Sendo assim, muitas das insatisfações e ressentimentos não só de opositores mas também de aliados do Palácio tendem a ser canalizados para Tyago. O agora vice-líder do governo – confirmado na função no último dia 16 – corre o risco de virar um para-raios da gestão Casagrande na Assembleia. Tentando atuar como escudeiro, tende a virar um alvo preferencial. Isso ficou cabalmente demonstrado já na primeira sessão para votação de projetos do Executivo, no último dia 15.
A sessão foi marcada por uma trombada frontal entre Fabrício Gandini (Cidadania) e Tyago. O vice-líder do governo alertou os colegas de que, se aprovado com uma emenda de Gandini, um projeto que prevê a criação de uma bolsa estudantil poderia ser vetado por Casagrande, deixando os alunos sem benefício algum. Nesse caso, advertiu Tyago, quem votasse dessa maneira teria de se responsabilizar pela frustração da bolsa para os potenciais beneficiários.

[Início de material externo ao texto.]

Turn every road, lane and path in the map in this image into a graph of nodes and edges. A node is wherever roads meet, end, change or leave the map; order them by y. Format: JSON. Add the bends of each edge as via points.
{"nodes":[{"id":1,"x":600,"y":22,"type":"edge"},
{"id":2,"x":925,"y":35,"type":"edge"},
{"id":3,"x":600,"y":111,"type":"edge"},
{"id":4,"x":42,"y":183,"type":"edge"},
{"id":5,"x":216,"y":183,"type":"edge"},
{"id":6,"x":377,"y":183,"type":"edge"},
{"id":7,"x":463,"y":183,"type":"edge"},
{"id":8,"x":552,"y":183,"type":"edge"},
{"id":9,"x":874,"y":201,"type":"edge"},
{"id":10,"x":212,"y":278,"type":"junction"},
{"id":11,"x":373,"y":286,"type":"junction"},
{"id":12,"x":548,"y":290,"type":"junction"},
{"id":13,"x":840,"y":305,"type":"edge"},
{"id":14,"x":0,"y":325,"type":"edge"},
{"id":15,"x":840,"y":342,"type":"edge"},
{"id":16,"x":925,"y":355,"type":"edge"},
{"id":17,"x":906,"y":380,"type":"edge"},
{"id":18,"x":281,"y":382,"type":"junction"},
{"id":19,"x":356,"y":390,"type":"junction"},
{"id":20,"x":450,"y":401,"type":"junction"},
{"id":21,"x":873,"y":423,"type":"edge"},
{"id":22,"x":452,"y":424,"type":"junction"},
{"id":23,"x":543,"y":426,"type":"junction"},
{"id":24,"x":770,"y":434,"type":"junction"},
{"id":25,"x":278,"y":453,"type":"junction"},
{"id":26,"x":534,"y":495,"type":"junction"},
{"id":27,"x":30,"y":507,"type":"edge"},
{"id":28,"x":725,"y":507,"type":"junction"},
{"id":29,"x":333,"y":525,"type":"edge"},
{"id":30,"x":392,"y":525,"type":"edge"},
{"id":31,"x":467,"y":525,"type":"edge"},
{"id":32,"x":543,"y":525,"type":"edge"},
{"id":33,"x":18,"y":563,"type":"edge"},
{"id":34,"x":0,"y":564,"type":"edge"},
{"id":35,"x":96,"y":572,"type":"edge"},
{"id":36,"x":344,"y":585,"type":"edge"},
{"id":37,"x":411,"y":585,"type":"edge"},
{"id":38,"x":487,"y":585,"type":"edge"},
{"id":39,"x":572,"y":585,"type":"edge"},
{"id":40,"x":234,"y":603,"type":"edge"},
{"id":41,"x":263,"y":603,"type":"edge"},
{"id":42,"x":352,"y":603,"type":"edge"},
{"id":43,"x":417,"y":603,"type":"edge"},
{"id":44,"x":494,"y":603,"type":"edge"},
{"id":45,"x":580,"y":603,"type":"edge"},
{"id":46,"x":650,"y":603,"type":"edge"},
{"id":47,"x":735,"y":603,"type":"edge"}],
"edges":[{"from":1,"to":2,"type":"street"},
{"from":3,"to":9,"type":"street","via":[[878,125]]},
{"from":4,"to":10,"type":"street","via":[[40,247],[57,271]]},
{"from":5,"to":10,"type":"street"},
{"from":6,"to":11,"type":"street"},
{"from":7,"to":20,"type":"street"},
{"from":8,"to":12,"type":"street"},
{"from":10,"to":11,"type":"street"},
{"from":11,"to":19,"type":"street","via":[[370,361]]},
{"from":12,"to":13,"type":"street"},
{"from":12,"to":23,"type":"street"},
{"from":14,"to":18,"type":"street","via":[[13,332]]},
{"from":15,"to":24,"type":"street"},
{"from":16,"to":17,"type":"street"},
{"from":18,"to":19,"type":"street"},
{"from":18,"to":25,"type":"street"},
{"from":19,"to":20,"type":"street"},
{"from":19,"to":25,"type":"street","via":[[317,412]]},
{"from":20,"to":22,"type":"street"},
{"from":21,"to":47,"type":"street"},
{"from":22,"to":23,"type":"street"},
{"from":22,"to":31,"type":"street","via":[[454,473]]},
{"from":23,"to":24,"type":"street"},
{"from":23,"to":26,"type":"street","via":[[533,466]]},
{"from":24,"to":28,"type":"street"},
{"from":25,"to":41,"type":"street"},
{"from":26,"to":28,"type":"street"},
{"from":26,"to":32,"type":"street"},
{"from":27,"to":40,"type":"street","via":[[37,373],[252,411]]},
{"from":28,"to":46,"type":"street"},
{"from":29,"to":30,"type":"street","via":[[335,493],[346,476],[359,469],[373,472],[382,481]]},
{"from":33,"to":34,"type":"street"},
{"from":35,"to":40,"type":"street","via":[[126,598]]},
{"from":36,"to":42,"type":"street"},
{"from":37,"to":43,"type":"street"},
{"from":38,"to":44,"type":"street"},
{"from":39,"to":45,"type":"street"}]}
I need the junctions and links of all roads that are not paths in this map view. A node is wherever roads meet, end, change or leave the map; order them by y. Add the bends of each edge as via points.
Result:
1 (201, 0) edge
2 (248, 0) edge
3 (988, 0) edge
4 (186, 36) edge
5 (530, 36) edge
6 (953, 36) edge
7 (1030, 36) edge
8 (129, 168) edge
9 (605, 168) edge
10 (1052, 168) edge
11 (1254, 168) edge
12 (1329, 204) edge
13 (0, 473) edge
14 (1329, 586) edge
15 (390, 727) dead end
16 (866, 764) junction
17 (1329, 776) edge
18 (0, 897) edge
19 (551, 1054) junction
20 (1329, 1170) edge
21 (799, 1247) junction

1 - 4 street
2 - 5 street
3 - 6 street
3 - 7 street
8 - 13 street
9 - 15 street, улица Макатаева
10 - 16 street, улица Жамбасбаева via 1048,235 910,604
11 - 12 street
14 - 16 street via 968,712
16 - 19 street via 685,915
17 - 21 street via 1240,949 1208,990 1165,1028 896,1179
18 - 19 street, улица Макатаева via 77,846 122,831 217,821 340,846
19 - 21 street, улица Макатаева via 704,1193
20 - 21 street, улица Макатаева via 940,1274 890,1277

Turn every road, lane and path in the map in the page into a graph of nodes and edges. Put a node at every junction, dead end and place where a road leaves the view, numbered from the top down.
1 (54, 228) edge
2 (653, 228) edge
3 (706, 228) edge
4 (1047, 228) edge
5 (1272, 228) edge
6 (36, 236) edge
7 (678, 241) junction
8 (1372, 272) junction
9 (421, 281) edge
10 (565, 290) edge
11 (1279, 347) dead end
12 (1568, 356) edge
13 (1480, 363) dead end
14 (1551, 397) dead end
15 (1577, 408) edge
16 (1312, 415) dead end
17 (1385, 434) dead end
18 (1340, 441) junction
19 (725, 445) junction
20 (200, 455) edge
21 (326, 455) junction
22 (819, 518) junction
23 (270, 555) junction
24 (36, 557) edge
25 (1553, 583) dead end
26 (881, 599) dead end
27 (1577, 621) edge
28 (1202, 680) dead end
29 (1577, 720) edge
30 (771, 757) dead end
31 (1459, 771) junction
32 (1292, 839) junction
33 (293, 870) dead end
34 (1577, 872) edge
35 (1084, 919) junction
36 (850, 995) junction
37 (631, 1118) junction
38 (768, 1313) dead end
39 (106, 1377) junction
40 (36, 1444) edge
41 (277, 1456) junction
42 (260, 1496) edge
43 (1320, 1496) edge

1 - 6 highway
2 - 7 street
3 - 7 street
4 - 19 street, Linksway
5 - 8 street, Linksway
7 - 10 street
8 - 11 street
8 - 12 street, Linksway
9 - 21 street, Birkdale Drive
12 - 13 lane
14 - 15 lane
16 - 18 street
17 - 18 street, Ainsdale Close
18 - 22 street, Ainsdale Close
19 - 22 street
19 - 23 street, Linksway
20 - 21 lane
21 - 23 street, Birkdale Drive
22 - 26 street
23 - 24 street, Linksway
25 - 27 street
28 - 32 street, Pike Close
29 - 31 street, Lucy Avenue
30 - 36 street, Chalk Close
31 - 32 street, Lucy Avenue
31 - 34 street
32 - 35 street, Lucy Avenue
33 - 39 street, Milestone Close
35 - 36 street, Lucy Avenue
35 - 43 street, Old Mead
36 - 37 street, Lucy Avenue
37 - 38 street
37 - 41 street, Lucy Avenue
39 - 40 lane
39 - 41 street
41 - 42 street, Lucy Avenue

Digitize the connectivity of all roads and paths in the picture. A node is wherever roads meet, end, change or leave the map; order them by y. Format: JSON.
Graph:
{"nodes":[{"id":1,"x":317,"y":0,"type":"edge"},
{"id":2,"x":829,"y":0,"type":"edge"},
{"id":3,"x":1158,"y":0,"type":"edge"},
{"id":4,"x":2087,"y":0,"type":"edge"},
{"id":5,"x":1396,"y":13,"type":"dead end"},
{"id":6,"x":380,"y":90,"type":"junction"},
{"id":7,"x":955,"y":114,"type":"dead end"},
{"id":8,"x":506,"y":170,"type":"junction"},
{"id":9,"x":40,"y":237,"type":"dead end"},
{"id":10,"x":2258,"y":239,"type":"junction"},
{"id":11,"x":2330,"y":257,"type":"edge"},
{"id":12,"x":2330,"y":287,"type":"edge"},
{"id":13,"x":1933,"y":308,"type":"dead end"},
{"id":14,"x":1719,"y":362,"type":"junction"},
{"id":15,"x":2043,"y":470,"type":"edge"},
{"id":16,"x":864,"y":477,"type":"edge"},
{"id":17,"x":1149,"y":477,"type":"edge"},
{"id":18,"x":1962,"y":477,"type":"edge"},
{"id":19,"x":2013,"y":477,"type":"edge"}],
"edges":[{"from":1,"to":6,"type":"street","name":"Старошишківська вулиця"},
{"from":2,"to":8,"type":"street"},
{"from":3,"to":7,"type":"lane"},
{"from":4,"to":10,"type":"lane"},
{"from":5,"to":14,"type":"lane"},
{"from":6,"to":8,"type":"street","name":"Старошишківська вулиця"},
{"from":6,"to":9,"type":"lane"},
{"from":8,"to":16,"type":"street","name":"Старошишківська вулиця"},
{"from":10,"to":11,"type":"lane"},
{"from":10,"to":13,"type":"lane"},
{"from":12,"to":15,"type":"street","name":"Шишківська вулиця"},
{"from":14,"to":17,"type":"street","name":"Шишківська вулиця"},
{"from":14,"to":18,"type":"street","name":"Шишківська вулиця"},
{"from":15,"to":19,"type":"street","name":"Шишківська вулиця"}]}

Gandini pegou a deixa para dizer que Tyago estava inaugurando a “política do medo” e do “terror” na Casa. Em conversa reservada com a coluna, outro governista “rebelado” classificou o alerta de Tyago como uma “agressão”.
Gandini e outros deputados da base (ou até então da base) já estavam descontentes com o governo por motivos que vão muito além da discussão em plenário, desde exonerações de aliados a desprestígio no novo mandato de Casagrande. O descontentamento acumulado confluiu para o “representante do governo em plenário”, e o recado para o Palácio foi passado através de Tyago.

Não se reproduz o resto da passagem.